Deferred tax assets and valuation allowance
Net deferred tax balance — As of December 31, 2018 and 2017, NRG recorded a net deferred tax asset of $3.8 billion and $2.0 billion, respectively. The Company believes the federal and certain state net deferred tax assets may not be realizable under a "more likely than not" measurement and as such, a valuation allowance has been recorded to reduce the asset accordingly. The determination is based on the Company's assessment of cumulative and forecasted pretax book earnings and the future reversal of existing taxable temporary differences.
Based on the Company's assessment of positive and negative evidence, including available tax planning strategies, NRG believes that it is more likely than not that a benefit will not be realized on $3.8 billion and $1.9 billion of tax assets as of December 31, 2018, and 2017, respectively, thus a valuation allowance has been recorded. The net deferred tax liability of $19 million as of December 31, 2018 is predominantly due to a foreign net deferred tax liability of $16 million and a net deferred tax liability for the state of Texas.
NOL carryforwards — At December 31, 2018, the Company had tax effected cumulative domestic NOLs consisting of carryforwards for federal income tax purposes of $2.2 billion and state of $379 million. The Company estimates it will need to generate future taxable income to fully realize the net federal deferred tax asset before expiration commencing in 2031. In addition, NRG has cumulative foreign NOL carryforwards of $62 million with no expiration date.
Valuation allowance — As of December 31, 2018, the Company's tax effected valuation allowance was $3.8 billion, consisting of domestic federal net deferred tax assets of approximately $3.3 billion, domestic state net deferred tax assets of $454 million, foreign NOL carryforwards of $62 million and foreign capital loss carryforwards of approximately $1 million. Based upon the assessment of cumulative and forecasted pretax book earnings, and the future reversal of existing taxable temporary differences, it was determined that a valuation allowance was required to be recorded during the year.

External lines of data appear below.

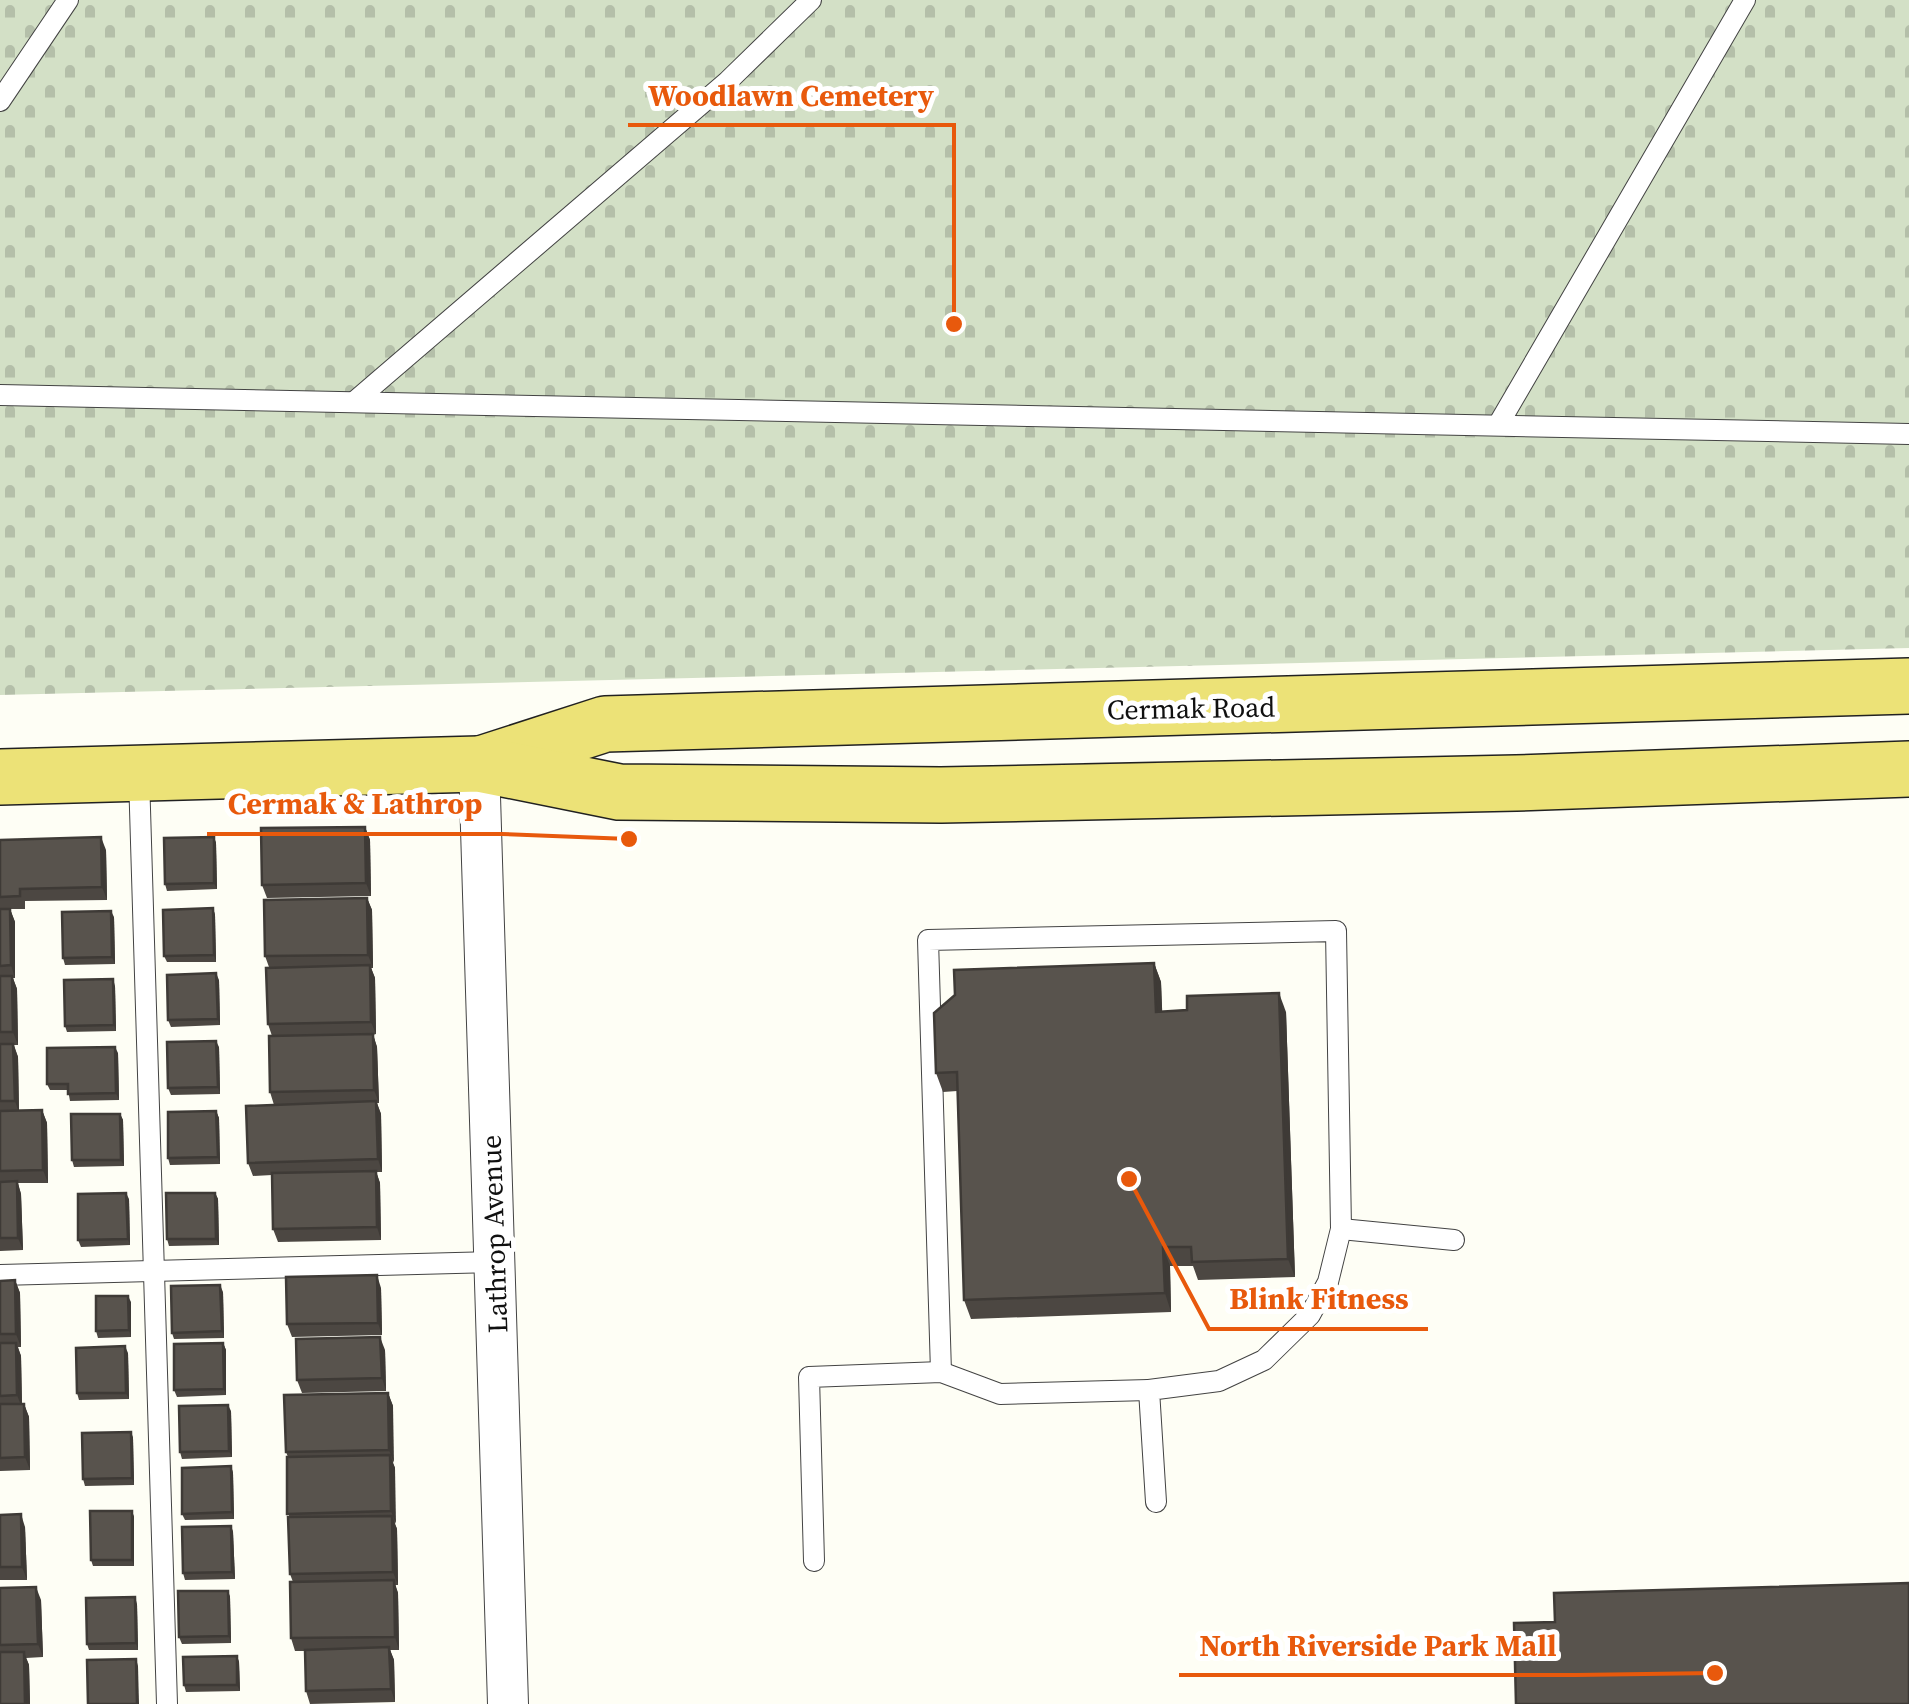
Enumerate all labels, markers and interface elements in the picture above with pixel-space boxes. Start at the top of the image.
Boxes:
callout: Woodlawn Cemetery [628,65,954,125]
text: Woodlawn Cemetery [648,75,934,116]
street label: Cermak Road [1106,688,1276,728]
callout: Cermak & Lathrop [207,774,502,834]
text: Cermak & Lathrop [228,783,482,824]
street label: Lathrop Avenue [472,1134,516,1334]
callout: Blink Fitness [1209,1269,1428,1329]
text: Blink Fitness [1229,1278,1409,1319]
callout: North Riverside Park Mall [1179,1615,1576,1675]
text: North Riverside Park Mall [1199,1625,1557,1666]

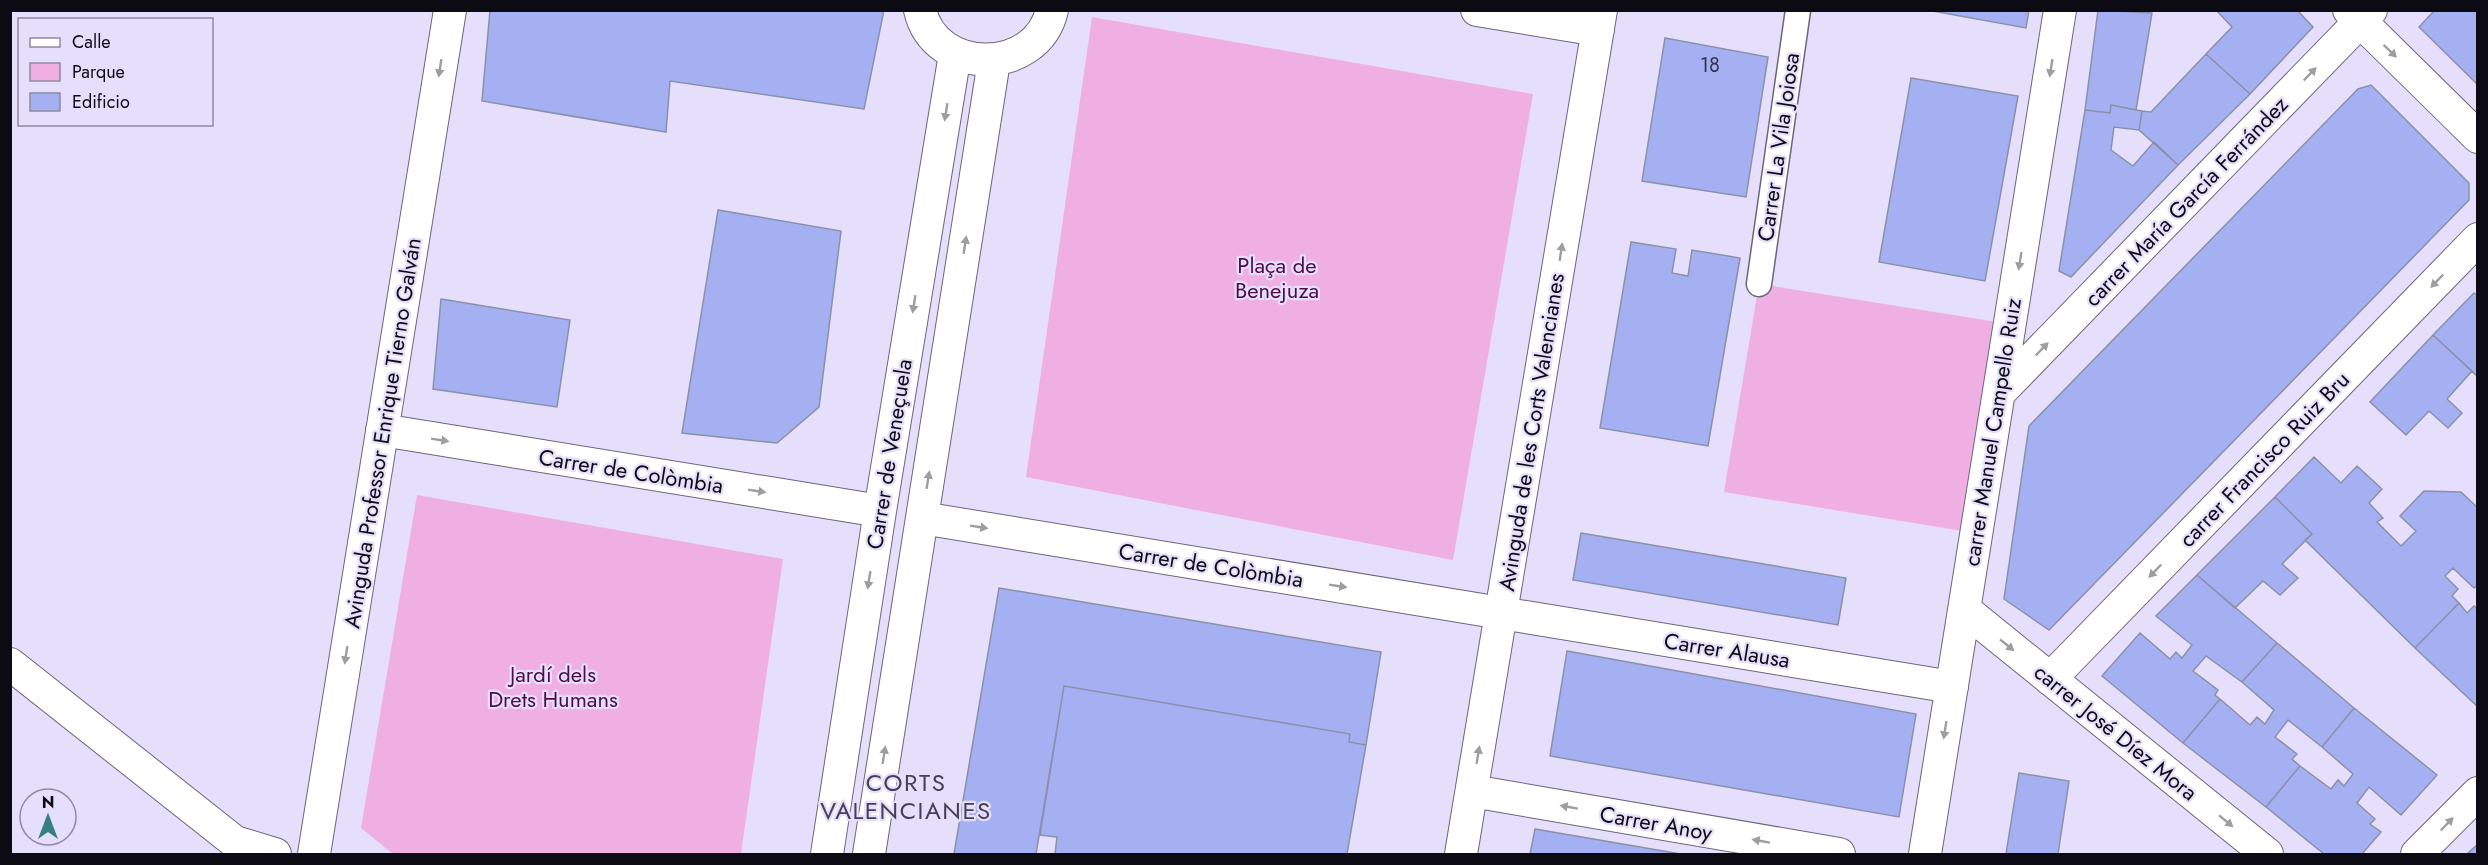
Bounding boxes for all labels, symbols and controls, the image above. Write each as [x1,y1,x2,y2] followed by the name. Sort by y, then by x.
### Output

Taxes Receivable and Payable
As of December 31, 2018, NRG recorded a current tax payable of $3 million that represents a tax liability due for state income taxes. NRG has a tax receivable of $1 million, comprised of refunds due from state income tax estimated payments and return filings.
Uncertain tax benefits
NRG has identified uncertain tax benefits whose after-tax value is $26 million and $30 million, as of December 31, 2018 and 2017, for which NRG has recorded a non-current tax liability of $30 million and $33 million, respectively. The Company recognizes interest and penalties related to uncertain tax benefits in income tax expense. During the year ended December 31, 2018, the Company recognized an expense of $1 million in interest. As of December 31, 2018 and 2017, NRG had cumulative interest and penalties related to these uncertain tax benefits of $4 million and $3 million, respectively.
Tax jurisdictions — NRG is subject to examination by taxing authorities for income tax returns filed in the U.S. federal jurisdiction and various state and foreign jurisdictions including operations located in Australia.
The Company is no longer subject to U.S. federal income tax examinations for years prior to 2015. With few exceptions, state and local income tax examinations are no longer open for years before 2010.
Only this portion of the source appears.